JAKARTA - Politikus PKS Netty Aher Prasetiyani khawatir ada mafia baru muncul setelah diberlakukan kewajiban tes polymerase chain reaction (PCR) bagi penumpang moda transportasi darat dan udara lantaran masih tingginya harga dan hasil tes yang lama.

Anggota Komisi IX DPR itu, mengingatkan pemerintah tentang keterbatasan kemampuan lab dalam melakukan uji PCR.

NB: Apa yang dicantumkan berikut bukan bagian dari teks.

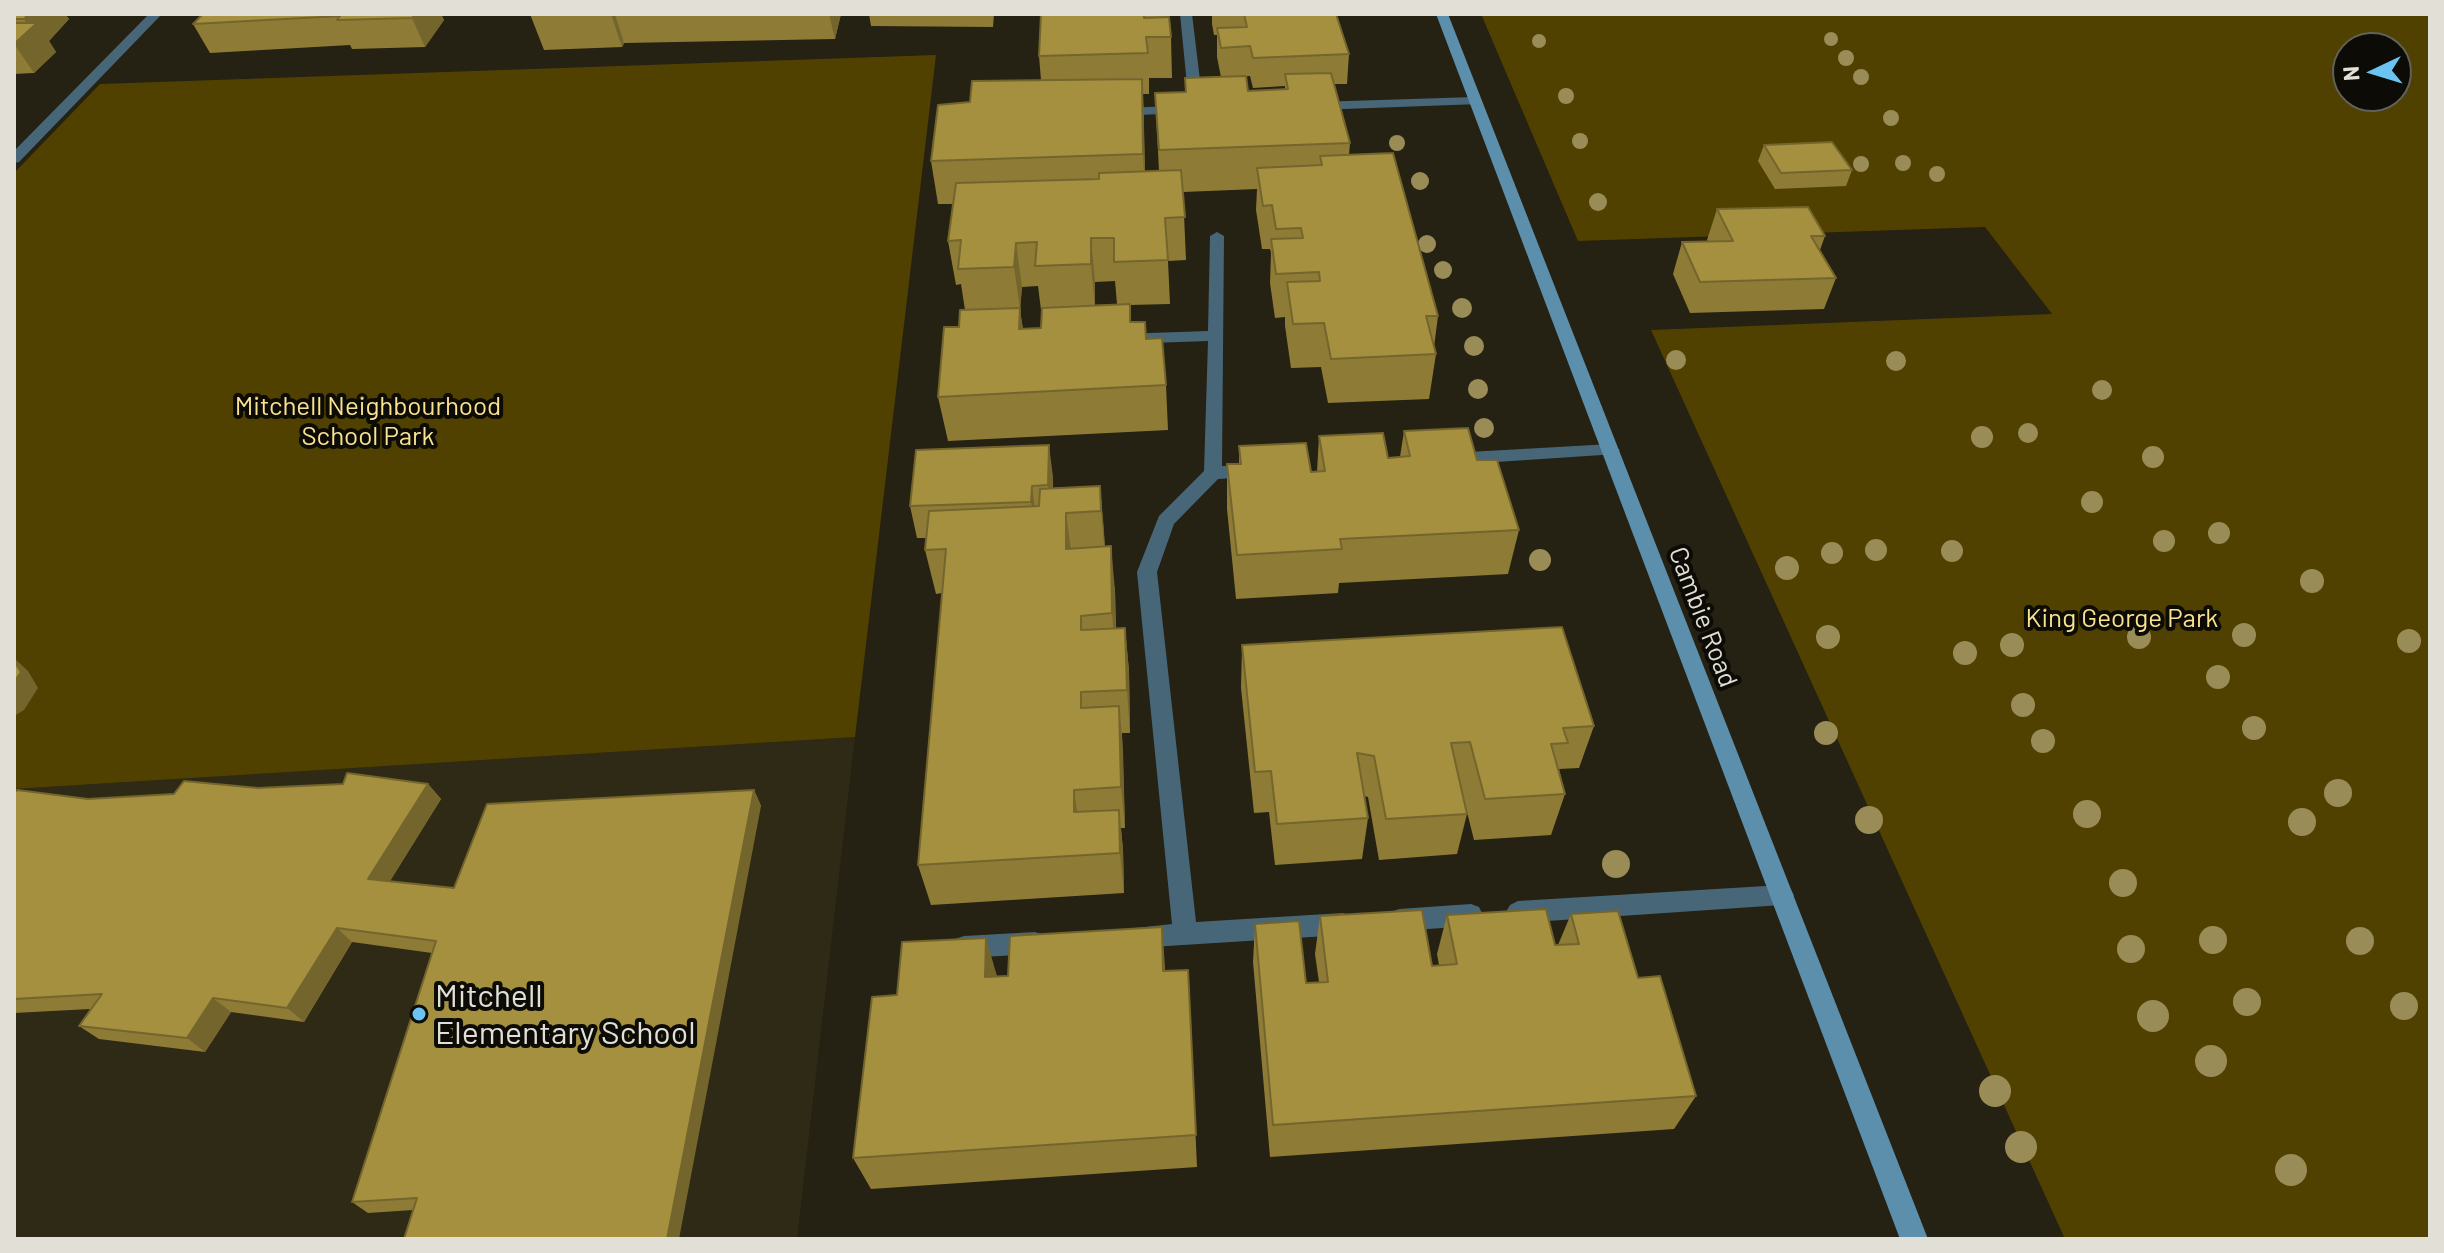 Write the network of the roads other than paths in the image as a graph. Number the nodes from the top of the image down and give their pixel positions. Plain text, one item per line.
1 (156, 14) edge
2 (1186, 14) edge
3 (1442, 14) edge
4 (1475, 101) junction
5 (1305, 106) edge
6 (1197, 109) junction
7 (1212, 109) edge
8 (1105, 112) edge
9 (14, 159) edge
10 (1217, 236) dead end
11 (1216, 336) junction
12 (1105, 339) edge
13 (1611, 450) junction
14 (1434, 460) edge
15 (1276, 469) edge
16 (1213, 473) junction
17 (1782, 895) junction
18 (1185, 934) junction
19 (1107, 938) edge
20 (1061, 941) edge
21 (952, 948) edge
22 (1914, 1239) edge

1 - 9 street
2 - 6 street
3 - 4 main road, Cambie Road
4 - 5 street
4 - 13 main road, Cambie Road
6 - 7 street
6 - 8 street
10 - 11 street
11 - 12 street
11 - 16 street
13 - 14 street
13 - 17 main road, Cambie Road
15 - 16 street
16 - 18 street
17 - 18 street
17 - 22 main road, Cambie Road
18 - 19 street
20 - 21 street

"Jika pemerintah mewajibkan PCR, seharusnya perhatikan ketersediaan dan kesiapan lab di lapangan. Jangan sampai masyarakat lagi yang dirugikan. Misalnya, hasilnya tidak bisa keluar 1X24 jam," ujar Netty, Rabu, 27 Oktober. 

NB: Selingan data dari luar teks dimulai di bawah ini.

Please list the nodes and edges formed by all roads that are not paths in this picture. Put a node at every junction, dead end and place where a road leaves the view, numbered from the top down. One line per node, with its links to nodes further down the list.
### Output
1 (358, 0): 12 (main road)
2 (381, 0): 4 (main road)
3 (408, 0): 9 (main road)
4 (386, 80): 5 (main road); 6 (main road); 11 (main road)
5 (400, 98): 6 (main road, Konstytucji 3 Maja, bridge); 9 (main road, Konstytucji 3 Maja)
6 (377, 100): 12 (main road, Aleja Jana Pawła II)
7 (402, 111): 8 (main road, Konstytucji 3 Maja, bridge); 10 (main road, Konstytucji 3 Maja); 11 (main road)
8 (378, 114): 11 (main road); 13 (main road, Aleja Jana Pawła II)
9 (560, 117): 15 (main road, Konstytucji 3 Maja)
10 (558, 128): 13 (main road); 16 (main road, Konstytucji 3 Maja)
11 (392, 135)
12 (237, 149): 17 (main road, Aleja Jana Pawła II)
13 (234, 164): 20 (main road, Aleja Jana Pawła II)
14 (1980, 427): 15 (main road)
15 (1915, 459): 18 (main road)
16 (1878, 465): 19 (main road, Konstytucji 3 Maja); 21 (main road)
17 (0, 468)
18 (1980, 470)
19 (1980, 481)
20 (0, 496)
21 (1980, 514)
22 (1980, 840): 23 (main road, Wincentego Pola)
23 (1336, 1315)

Selain itu, adanya upaya untuk bisnis pemalsuan surat PCR akibat harga tes yang mahal. "Belum lagi soal adanya pemalsuan surat PCR yang diperjualbelikan atau diakali karena situasi terdesak," sambungnya.

Karena itu, legislator Jawa Barat itu meminta pemerintah untuk menjelaskan harga dasar PCR secara transparan. Sebab menurutnya, masyarakat masih bertanya-tanya, berapa sebenarnya harga dasar PCR. Di mana pada awalnya test PCR sempat di atas Rp1 juta, lalu turun hingga Rp300 ribu.

“Apalagi pemerintah tidak menjelaskan mekanisme penurunannya. Apakah ada subsidi dari pemerintah atau bagaimana?," kata Netty.

Netty pun berharap, persoalan pandemi COVID-19 ini tidak menjadi ruang bagi pihak-pihak yang memanfaatkannya demi kepentingan bisnis.

"Pemerintah harus punya sikap yang tegas bahwa seluruh kebijakan penanganan murni demi keselamatan rakyat,” tegas Netty.

Seperti diketahui, pemerintah baru saja mengeluarkan aturan mewajibkan tes PCR untuk penumpang pesawat. Langkah ini diambil menyusul antisipasi gelombang baru COVID-19. 

Pemerintah, juga menyatakan menurunkan harga tes PCR menjadi Rp300 ribu. Setelah sebelumnya ditetapkan sekita Rp450-550ribu.